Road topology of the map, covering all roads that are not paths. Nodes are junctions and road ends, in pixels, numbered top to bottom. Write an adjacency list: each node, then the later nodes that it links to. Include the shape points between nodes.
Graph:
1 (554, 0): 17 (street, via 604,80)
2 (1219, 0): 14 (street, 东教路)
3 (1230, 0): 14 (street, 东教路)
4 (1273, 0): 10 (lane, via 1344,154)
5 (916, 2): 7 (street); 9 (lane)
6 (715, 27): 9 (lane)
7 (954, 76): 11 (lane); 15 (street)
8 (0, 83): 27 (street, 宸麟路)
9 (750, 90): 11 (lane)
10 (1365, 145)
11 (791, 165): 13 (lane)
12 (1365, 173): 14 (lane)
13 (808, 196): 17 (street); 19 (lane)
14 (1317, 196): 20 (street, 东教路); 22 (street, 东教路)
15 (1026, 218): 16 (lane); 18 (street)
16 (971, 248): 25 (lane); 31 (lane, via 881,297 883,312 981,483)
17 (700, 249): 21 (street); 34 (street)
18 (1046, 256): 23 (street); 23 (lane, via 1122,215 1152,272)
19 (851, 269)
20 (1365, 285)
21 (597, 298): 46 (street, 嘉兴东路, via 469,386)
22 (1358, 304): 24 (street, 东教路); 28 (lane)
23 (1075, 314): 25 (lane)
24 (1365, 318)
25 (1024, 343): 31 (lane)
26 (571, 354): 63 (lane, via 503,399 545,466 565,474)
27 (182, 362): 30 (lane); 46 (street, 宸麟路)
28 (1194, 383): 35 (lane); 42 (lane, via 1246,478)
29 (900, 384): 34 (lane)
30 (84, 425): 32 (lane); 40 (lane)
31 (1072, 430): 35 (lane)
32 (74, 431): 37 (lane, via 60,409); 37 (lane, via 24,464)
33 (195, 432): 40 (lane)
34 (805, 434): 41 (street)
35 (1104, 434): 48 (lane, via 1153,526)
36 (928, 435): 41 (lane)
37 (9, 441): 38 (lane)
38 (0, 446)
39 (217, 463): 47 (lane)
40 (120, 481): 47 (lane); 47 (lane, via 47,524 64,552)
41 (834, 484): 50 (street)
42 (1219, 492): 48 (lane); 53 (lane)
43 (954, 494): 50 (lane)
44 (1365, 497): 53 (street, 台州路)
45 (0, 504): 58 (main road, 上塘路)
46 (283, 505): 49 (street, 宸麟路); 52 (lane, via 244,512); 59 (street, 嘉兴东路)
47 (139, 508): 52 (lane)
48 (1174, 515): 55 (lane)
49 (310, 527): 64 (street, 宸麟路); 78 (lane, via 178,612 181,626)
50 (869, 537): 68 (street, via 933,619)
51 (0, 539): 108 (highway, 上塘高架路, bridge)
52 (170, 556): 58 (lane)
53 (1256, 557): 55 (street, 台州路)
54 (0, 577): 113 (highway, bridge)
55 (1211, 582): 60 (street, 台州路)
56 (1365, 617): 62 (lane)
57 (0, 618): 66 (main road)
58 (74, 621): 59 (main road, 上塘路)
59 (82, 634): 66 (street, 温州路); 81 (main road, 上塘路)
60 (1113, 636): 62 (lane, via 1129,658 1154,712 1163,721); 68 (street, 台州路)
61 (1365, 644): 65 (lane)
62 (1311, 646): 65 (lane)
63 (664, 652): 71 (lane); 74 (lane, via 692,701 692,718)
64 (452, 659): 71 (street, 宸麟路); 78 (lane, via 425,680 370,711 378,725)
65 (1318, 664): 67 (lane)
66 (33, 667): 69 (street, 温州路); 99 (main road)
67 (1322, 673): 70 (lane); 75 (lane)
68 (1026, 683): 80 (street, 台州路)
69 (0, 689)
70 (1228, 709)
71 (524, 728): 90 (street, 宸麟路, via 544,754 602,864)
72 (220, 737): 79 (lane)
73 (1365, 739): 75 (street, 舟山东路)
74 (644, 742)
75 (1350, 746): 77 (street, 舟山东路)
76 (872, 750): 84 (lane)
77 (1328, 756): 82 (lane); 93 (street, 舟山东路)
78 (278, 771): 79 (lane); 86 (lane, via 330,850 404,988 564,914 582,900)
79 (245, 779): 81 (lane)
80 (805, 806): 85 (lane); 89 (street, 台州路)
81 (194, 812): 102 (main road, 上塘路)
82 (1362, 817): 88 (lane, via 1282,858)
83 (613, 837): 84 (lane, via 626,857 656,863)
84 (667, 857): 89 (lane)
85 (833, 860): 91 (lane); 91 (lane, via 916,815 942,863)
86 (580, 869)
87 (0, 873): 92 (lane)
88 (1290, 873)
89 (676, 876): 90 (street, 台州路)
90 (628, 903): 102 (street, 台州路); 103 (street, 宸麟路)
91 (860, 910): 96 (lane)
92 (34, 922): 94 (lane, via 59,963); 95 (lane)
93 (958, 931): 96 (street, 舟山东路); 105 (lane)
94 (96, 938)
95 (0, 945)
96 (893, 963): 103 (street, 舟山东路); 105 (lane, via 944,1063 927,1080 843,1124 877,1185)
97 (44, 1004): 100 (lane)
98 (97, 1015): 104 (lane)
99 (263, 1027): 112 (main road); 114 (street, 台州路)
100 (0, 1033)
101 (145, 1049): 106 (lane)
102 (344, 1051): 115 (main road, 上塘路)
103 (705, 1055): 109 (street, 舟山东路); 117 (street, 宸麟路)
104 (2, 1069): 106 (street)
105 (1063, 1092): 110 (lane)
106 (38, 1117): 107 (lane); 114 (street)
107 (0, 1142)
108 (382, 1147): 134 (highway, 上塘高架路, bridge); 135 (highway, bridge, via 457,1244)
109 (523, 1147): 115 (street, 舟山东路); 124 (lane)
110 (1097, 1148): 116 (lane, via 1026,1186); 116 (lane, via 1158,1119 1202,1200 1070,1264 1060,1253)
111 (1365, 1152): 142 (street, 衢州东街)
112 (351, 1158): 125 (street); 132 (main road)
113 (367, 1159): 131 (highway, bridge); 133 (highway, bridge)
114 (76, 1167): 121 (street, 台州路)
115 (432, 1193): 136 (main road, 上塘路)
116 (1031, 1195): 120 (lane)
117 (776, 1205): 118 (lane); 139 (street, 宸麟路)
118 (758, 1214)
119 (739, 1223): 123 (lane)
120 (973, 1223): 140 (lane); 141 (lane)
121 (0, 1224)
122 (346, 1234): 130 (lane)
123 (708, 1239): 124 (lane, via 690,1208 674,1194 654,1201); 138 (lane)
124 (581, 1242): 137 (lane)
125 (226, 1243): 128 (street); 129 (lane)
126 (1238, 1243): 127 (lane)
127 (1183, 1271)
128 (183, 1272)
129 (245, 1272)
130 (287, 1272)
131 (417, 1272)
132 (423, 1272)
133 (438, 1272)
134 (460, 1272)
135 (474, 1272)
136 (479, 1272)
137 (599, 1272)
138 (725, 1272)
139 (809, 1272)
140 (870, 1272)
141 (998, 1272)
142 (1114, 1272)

══════

TASK TO COMPLETE:
Your task is to reproduce the records in full, without any alteration.

TASK SOLUTION:
Road topology of the map, covering all roads that are not paths. Nodes are junctions and road ends, in pixels, numbered top to bottom. Write an adjacency list: each node, then the later nodes that it links to. Include the shape points between nodes.
Graph:
1 (554, 0): 17 (street, via 604,80)
2 (1219, 0): 14 (street, 东教路)
3 (1230, 0): 14 (street, 东教路)
4 (1273, 0): 10 (lane, via 1344,154)
5 (916, 2): 7 (street); 9 (lane)
6 (715, 27): 9 (lane)
7 (954, 76): 11 (lane); 15 (street)
8 (0, 83): 27 (street, 宸麟路)
9 (750, 90): 11 (lane)
10 (1365, 145)
11 (791, 165): 13 (lane)
12 (1365, 173): 14 (lane)
13 (808, 196): 17 (street); 19 (lane)
14 (1317, 196): 20 (street, 东教路); 22 (street, 东教路)
15 (1026, 218): 16 (lane); 18 (street)
16 (971, 248): 25 (lane); 31 (lane, via 881,297 883,312 981,483)
17 (700, 249): 21 (street); 34 (street)
18 (1046, 256): 23 (street); 23 (lane, via 1122,215 1152,272)
19 (851, 269)
20 (1365, 285)
21 (597, 298): 46 (street, 嘉兴东路, via 469,386)
22 (1358, 304): 24 (street, 东教路); 28 (lane)
23 (1075, 314): 25 (lane)
24 (1365, 318)
25 (1024, 343): 31 (lane)
26 (571, 354): 63 (lane, via 503,399 545,466 565,474)
27 (182, 362): 30 (lane); 46 (street, 宸麟路)
28 (1194, 383): 35 (lane); 42 (lane, via 1246,478)
29 (900, 384): 34 (lane)
30 (84, 425): 32 (lane); 40 (lane)
31 (1072, 430): 35 (lane)
32 (74, 431): 37 (lane, via 60,409); 37 (lane, via 24,464)
33 (195, 432): 40 (lane)
34 (805, 434): 41 (street)
35 (1104, 434): 48 (lane, via 1153,526)
36 (928, 435): 41 (lane)
37 (9, 441): 38 (lane)
38 (0, 446)
39 (217, 463): 47 (lane)
40 (120, 481): 47 (lane); 47 (lane, via 47,524 64,552)
41 (834, 484): 50 (street)
42 (1219, 492): 48 (lane); 53 (lane)
43 (954, 494): 50 (lane)
44 (1365, 497): 53 (street, 台州路)
45 (0, 504): 58 (main road, 上塘路)
46 (283, 505): 49 (street, 宸麟路); 52 (lane, via 244,512); 59 (street, 嘉兴东路)
47 (139, 508): 52 (lane)
48 (1174, 515): 55 (lane)
49 (310, 527): 64 (street, 宸麟路); 78 (lane, via 178,612 181,626)
50 (869, 537): 68 (street, via 933,619)
51 (0, 539): 108 (highway, 上塘高架路, bridge)
52 (170, 556): 58 (lane)
53 (1256, 557): 55 (street, 台州路)
54 (0, 577): 113 (highway, bridge)
55 (1211, 582): 60 (street, 台州路)
56 (1365, 617): 62 (lane)
57 (0, 618): 66 (main road)
58 (74, 621): 59 (main road, 上塘路)
59 (82, 634): 66 (street, 温州路); 81 (main road, 上塘路)
60 (1113, 636): 62 (lane, via 1129,658 1154,712 1163,721); 68 (street, 台州路)
61 (1365, 644): 65 (lane)
62 (1311, 646): 65 (lane)
63 (664, 652): 71 (lane); 74 (lane, via 692,701 692,718)
64 (452, 659): 71 (street, 宸麟路); 78 (lane, via 425,680 370,711 378,725)
65 (1318, 664): 67 (lane)
66 (33, 667): 69 (street, 温州路); 99 (main road)
67 (1322, 673): 70 (lane); 75 (lane)
68 (1026, 683): 80 (street, 台州路)
69 (0, 689)
70 (1228, 709)
71 (524, 728): 90 (street, 宸麟路, via 544,754 602,864)
72 (220, 737): 79 (lane)
73 (1365, 739): 75 (street, 舟山东路)
74 (644, 742)
75 (1350, 746): 77 (street, 舟山东路)
76 (872, 750): 84 (lane)
77 (1328, 756): 82 (lane); 93 (street, 舟山东路)
78 (278, 771): 79 (lane); 86 (lane, via 330,850 404,988 564,914 582,900)
79 (245, 779): 81 (lane)
80 (805, 806): 85 (lane); 89 (street, 台州路)
81 (194, 812): 102 (main road, 上塘路)
82 (1362, 817): 88 (lane, via 1282,858)
83 (613, 837): 84 (lane, via 626,857 656,863)
84 (667, 857): 89 (lane)
85 (833, 860): 91 (lane); 91 (lane, via 916,815 942,863)
86 (580, 869)
87 (0, 873): 92 (lane)
88 (1290, 873)
89 (676, 876): 90 (street, 台州路)
90 (628, 903): 102 (street, 台州路); 103 (street, 宸麟路)
91 (860, 910): 96 (lane)
92 (34, 922): 94 (lane, via 59,963); 95 (lane)
93 (958, 931): 96 (street, 舟山东路); 105 (lane)
94 (96, 938)
95 (0, 945)
96 (893, 963): 103 (street, 舟山东路); 105 (lane, via 944,1063 927,1080 843,1124 877,1185)
97 (44, 1004): 100 (lane)
98 (97, 1015): 104 (lane)
99 (263, 1027): 112 (main road); 114 (street, 台州路)
100 (0, 1033)
101 (145, 1049): 106 (lane)
102 (344, 1051): 115 (main road, 上塘路)
103 (705, 1055): 109 (street, 舟山东路); 117 (street, 宸麟路)
104 (2, 1069): 106 (street)
105 (1063, 1092): 110 (lane)
106 (38, 1117): 107 (lane); 114 (street)
107 (0, 1142)
108 (382, 1147): 134 (highway, 上塘高架路, bridge); 135 (highway, bridge, via 457,1244)
109 (523, 1147): 115 (street, 舟山东路); 124 (lane)
110 (1097, 1148): 116 (lane, via 1026,1186); 116 (lane, via 1158,1119 1202,1200 1070,1264 1060,1253)
111 (1365, 1152): 142 (street, 衢州东街)
112 (351, 1158): 125 (street); 132 (main road)
113 (367, 1159): 131 (highway, bridge); 133 (highway, bridge)
114 (76, 1167): 121 (street, 台州路)
115 (432, 1193): 136 (main road, 上塘路)
116 (1031, 1195): 120 (lane)
117 (776, 1205): 118 (lane); 139 (street, 宸麟路)
118 (758, 1214)
119 (739, 1223): 123 (lane)
120 (973, 1223): 140 (lane); 141 (lane)
121 (0, 1224)
122 (346, 1234): 130 (lane)
123 (708, 1239): 124 (lane, via 690,1208 674,1194 654,1201); 138 (lane)
124 (581, 1242): 137 (lane)
125 (226, 1243): 128 (street); 129 (lane)
126 (1238, 1243): 127 (lane)
127 (1183, 1271)
128 (183, 1272)
129 (245, 1272)
130 (287, 1272)
131 (417, 1272)
132 (423, 1272)
133 (438, 1272)
134 (460, 1272)
135 (474, 1272)
136 (479, 1272)
137 (599, 1272)
138 (725, 1272)
139 (809, 1272)
140 (870, 1272)
141 (998, 1272)
142 (1114, 1272)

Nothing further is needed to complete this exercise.